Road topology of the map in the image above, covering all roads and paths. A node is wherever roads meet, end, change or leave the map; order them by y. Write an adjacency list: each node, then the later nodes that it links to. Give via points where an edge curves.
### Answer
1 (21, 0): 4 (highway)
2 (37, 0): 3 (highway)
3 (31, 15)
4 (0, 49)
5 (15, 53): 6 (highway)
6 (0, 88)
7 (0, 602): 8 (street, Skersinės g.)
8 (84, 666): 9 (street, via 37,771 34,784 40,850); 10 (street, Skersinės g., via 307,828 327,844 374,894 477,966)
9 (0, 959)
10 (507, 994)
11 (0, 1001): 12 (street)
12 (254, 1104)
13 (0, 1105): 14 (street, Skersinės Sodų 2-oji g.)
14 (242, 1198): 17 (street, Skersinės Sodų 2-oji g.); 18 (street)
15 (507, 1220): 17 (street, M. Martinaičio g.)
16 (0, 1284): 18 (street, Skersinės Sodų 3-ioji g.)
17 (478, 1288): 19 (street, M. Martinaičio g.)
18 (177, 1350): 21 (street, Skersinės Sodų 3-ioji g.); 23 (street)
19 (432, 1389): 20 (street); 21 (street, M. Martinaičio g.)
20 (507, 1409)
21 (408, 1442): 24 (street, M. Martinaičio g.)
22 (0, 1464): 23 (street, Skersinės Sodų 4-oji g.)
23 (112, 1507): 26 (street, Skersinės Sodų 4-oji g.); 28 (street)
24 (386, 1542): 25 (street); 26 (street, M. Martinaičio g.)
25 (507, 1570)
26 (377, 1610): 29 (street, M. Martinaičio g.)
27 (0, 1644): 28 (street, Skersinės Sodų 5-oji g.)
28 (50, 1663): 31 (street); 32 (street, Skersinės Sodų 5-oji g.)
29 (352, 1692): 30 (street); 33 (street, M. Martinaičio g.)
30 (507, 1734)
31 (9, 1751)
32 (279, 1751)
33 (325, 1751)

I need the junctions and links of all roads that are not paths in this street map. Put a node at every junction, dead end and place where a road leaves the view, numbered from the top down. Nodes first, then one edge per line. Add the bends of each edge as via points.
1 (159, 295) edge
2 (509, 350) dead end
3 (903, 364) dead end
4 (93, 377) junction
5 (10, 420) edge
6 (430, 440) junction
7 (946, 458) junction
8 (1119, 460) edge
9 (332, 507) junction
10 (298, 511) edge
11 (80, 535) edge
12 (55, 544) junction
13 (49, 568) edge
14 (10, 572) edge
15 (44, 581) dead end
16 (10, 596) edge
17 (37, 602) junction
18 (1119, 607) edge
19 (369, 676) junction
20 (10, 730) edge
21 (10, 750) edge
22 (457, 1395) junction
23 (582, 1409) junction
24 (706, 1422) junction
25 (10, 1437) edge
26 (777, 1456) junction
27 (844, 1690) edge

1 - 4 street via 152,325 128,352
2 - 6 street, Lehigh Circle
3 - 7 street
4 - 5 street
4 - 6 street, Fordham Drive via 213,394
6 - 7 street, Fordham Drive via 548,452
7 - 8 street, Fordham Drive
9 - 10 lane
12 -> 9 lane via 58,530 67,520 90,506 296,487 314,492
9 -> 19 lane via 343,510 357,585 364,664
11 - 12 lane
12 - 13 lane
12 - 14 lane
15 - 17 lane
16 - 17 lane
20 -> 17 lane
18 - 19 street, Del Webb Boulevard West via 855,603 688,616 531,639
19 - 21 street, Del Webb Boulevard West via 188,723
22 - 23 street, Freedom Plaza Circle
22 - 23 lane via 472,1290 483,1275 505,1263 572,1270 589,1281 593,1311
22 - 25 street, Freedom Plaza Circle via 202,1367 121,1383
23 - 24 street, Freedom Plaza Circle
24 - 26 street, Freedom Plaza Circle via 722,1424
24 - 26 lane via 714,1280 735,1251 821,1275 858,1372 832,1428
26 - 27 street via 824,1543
--------
Report how many lines in the listing above hold the string "paths", giving the number and no other words.

2